WEC e F-1, o que rola atrás do guard-rail
O recente noticiário envolvendo a Fórmula 1 e o Mundial
de Resistência deixa claro que o céu que encobre ambas tem algo a mais que
aviões de carreira, como diria o Barão de Itararé.
De um lado, a Porsche
preparou seu modelo 919 da temporada WEC 2017 para andar mais rápido que um F-1
no veloz circuito de Spa e, de outro, Jean Todt advogando que as duas
categorias devem adotar mais peças e sistemas em comum.
A disputa entre ambas
não é novidade, ocorre ciclicamente e sempre quando o reino dos monopostos mais
caros do planeta sofrem alguém tipo de ameaça direta ou indireta.
Não custa nada lembrar que o próprio Todt, hoje
presidente da Federação Internacional do Automóvel (FIA), já foi vítima em uma
dessas batalhas, mais exatamente quando chefiava a equipe Peugeot que venceu as
24 Horas de Le Mans com o modelo 908 em 2009 (Alexander Würz/David Brabham/Marc
Gené) e com o modelo 905 em 1993 (Geoff Brabham/Christophe Bouchut/Éric Hélary)
e 1992 (Derek Warwick/Yannick Dalmas/Mark Blundell). A marca francesa
investiu pesado na categoria por vários anos mas alterações no regulamento
acabaram por interromper o programa e, pior, a proposta de usar o motor na F-1
em parceria com a McLaren, em 1994, nunca funcionou. Foi mais um episódio em
que os programas de grandes fabricantes de automóveis sucumbiram às mudanças
políticas e desportivas.
Nos anos 1960/1970 a categoria era mais conhecida como
“Protótipos” e teve nesse período marcas como Ferrari, Alfa Romeo, Porsche,
construtores como a Lola e Chaparral, que foi o maior programa esportivo
internacional da General Motors, ainda que a ligação entre ambas seja mantida
até hoje numa aura de secretismo. Eram tempos em que os principais pilotos da
F-1 eram estrelas também nos grids de Daytona, Sebring e Le Mans, para
mencionar apenas três pistas; a primeira vitória da Ford no asfalto de Sarthe
foi conquistada pelos neozelandeses Bruce McLaren e Chris Amon.

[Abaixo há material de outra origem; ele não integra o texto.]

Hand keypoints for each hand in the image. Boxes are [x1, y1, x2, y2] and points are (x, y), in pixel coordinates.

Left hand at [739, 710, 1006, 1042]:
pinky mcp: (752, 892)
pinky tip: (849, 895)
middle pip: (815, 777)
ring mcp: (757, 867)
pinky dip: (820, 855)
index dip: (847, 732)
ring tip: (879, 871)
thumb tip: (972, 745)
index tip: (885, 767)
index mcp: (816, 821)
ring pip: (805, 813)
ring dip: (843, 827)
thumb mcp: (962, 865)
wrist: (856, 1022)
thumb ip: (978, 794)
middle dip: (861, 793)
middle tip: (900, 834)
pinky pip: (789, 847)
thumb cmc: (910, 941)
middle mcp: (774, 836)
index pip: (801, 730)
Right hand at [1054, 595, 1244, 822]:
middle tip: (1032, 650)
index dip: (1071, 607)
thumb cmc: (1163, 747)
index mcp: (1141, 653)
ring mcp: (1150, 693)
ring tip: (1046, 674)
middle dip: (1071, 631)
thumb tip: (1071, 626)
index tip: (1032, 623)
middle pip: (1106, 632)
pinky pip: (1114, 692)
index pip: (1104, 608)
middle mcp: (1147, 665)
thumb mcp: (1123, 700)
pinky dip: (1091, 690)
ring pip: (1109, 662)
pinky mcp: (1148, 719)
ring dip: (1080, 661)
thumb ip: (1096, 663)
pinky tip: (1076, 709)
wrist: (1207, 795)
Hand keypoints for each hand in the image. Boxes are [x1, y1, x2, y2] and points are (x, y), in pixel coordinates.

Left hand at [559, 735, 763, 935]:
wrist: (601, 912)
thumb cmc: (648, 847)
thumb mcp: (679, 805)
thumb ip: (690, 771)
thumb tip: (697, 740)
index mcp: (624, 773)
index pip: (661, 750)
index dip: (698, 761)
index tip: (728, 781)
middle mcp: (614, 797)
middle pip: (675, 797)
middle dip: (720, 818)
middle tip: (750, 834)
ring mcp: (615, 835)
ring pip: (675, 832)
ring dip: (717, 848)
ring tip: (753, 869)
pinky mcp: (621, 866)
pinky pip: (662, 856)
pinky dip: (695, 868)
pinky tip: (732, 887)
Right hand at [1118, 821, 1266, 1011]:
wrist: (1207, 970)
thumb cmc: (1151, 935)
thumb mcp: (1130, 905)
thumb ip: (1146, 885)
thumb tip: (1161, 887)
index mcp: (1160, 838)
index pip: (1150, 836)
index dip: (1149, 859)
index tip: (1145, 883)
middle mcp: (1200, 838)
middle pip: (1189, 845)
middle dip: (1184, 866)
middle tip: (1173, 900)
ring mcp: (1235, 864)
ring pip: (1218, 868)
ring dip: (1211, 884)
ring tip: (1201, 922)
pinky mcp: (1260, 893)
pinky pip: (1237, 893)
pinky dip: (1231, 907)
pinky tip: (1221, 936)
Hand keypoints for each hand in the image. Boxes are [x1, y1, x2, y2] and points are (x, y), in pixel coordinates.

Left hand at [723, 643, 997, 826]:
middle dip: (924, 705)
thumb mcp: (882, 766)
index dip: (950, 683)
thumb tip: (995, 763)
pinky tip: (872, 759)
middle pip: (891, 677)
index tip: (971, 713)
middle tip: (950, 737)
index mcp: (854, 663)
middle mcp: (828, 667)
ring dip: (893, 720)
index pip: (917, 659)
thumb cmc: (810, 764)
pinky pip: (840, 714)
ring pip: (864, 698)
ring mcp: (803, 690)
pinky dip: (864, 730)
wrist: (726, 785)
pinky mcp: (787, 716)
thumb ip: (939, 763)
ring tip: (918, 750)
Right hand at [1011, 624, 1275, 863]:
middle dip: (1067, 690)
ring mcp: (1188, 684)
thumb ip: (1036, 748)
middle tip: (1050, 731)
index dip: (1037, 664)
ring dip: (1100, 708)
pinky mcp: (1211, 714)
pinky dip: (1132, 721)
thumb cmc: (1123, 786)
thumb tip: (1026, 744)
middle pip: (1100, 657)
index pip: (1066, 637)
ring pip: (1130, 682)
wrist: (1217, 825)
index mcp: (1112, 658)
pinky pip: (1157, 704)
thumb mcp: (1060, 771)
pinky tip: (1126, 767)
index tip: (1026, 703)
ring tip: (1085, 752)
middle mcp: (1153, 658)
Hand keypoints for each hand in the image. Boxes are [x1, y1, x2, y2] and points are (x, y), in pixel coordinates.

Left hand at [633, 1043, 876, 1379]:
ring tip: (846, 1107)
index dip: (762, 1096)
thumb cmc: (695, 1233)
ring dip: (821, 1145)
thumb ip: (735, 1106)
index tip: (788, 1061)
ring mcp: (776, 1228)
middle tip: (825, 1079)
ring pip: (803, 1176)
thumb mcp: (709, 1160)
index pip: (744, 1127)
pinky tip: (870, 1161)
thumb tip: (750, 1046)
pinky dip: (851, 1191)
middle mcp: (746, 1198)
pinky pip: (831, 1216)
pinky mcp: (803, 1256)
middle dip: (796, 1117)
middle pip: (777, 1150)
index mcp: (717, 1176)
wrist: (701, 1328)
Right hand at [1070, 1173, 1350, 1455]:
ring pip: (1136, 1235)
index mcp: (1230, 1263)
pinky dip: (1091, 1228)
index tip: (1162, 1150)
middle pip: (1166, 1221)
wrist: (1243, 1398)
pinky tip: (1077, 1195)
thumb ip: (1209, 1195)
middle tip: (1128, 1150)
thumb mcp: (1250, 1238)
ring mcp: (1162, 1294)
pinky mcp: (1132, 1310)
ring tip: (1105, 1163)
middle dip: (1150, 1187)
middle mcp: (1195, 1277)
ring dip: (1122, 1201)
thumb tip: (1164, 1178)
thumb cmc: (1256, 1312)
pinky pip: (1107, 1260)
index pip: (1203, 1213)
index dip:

O inglês Graham Hill, campeão mundial de F-1 em 1962 e
1968, é o único piloto a ter conquistado tal glória e também Indy (1966) e Le
Mans (1972), trilogia de conquistas que ficou conhecida como “tríplice
coroa”. Mais recentemente o título da F-1 foi substituído nessa lista
pela vitória no GP de Mônaco, algo que facilitou a vida de marqueteiros e em
nada afetou o retrospecto do pai de Damon Hill: o inglês faturou o GP de Mônaco
em 1963/4/5/8/9.
Fernando Alonso e seus empresários na McLaren enxergara,
a possibilidade de recuperar sua imagem de vencedor (e consequentemente atrair
maiores patrocinadores) e passaram a investir na possibilidade de o espanhol
replicar o feito de Hill. No ano passado ele disputou a Indy 500 e chegou a
liderar a prova. No fim de semana ele estreou no WEC e venceu as 6 Horas de
Spa, abertura do campeonato WEC, defendendo a Toyota e se preparando para Le
Mans. Nos treinos para a corrida belga o brasileiro Pietro Fittipaldi bateu na
curva Radillon e sofreu fraturas nas pernas. O motivo do choque foi uma falha,
possivelmente elétrica, em seu carro.
Ironicamente um dos maiores opositores da categoria
“Endurance” tem ligações indiretas com a recente campanha da Porsche em usar
uma versão modificada do modelo 919, usado no WEC 2017, para demonstrar
desempenho superior a um F-1. No primeiro capítulo de um projeto chamado
“Tributo ao Porsche 919”, que você pode conferir clicando aqui,
um modelo com motor de 710 hp (a versão homologada tinha 493 HP) a adoção de
uma asa traseira e um difusor dianteiro de maiores dimensões, este último
com a novidade da abertura variável. Por ano a fio Bernie Ecclestone foi
visceralmente contra o crescimento das provas de resistência
Indiretamente a Porsche indica que as próximas exibições
– Nurbürgring (neste fim de semana), no Festival de Goodwood (julho), Festival
Porsche em Brands Hatch e Laguna Seca (ambas em setembro – são uma maneira de
capitalizar o desenvolvimento do programa de competição para 2018, que foi
abortado. Indiretamente, o feito de ter baixado o recorde oficial de Spa (Lewis
Hamilton, 2017, 1’42”553) para 1’41”770, nas mãos de Neel Jani, é uma
provocação não só à Mercedes, mas à toda F-1. Ao notar que Herbie Blash, o
eterno braço direito de Ecclestone, passou a trabalhar na estrutura da Porsche
Cup europeia a história ganha tempero mais picante.
Se a casa do Jardim das Éguas (Stuttgart), quer mostrar
tecnologia, Todt e a FIA defendem a adoção de trens de força e outros
equipamentos comuns nas duas categorias envolvidas. Em princípio o discurso
passa pela ladainha da economia de escala, diminuição de custos e outros que
tais, algo reforçado pela campanha de diminuir o número de motores usados por
temporada na F-1. Se tradicionalistas são radicalmente contra a proposta, os
mais sensatos vão considerar que contra a validade de baixar custos, a essência
de ambas categorias e a eterna necessidade de manter os monopostos como ápice
do esporte nunca trouxeram ganhos aos esporte-protótipos.